* DATA TO USE
- - - - -

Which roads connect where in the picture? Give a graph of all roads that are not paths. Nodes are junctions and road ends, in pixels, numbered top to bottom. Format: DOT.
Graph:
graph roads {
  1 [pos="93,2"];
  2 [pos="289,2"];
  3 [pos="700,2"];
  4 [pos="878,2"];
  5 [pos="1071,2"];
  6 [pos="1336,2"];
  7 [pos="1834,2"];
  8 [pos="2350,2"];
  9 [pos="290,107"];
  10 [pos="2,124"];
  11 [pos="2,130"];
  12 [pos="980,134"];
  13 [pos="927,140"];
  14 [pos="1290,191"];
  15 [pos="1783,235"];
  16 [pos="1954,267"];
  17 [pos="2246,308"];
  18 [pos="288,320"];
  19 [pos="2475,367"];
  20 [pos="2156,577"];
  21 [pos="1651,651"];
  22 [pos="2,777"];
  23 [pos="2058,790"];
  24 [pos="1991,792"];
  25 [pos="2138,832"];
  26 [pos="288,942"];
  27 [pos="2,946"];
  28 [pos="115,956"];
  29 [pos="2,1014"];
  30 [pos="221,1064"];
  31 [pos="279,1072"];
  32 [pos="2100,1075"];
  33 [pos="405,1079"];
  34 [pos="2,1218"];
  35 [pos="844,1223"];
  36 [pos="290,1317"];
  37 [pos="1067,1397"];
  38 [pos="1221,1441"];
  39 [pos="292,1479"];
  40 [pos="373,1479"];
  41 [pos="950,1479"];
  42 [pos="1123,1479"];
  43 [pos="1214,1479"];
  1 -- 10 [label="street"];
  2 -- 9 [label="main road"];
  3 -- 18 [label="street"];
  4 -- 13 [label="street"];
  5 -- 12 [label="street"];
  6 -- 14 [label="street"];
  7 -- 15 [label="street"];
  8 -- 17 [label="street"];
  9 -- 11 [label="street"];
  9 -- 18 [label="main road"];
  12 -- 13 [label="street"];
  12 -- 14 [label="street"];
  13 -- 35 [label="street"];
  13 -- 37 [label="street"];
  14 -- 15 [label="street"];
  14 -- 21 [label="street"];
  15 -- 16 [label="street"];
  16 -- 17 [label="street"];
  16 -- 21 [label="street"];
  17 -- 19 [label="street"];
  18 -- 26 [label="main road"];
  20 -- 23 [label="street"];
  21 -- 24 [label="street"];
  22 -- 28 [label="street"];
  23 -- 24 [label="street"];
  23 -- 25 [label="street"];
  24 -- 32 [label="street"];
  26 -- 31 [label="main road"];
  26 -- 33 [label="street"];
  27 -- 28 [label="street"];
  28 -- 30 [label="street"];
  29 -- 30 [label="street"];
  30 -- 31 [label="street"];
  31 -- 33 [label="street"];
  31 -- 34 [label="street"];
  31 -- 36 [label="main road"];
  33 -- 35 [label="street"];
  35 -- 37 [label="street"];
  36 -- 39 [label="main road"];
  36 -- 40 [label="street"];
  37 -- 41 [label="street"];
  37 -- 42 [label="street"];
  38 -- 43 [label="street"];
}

- - - - -

* WHAT TO WORK ON
All lines of the listing holding the string "roads" must be returned, copied as they stand.

* EXERCISE SOLUTION
Which roads connect where in the picture? Give a graph of all roads that are not paths. Nodes are junctions and road ends, in pixels, numbered top to bottom. Format: DOT.
graph roads {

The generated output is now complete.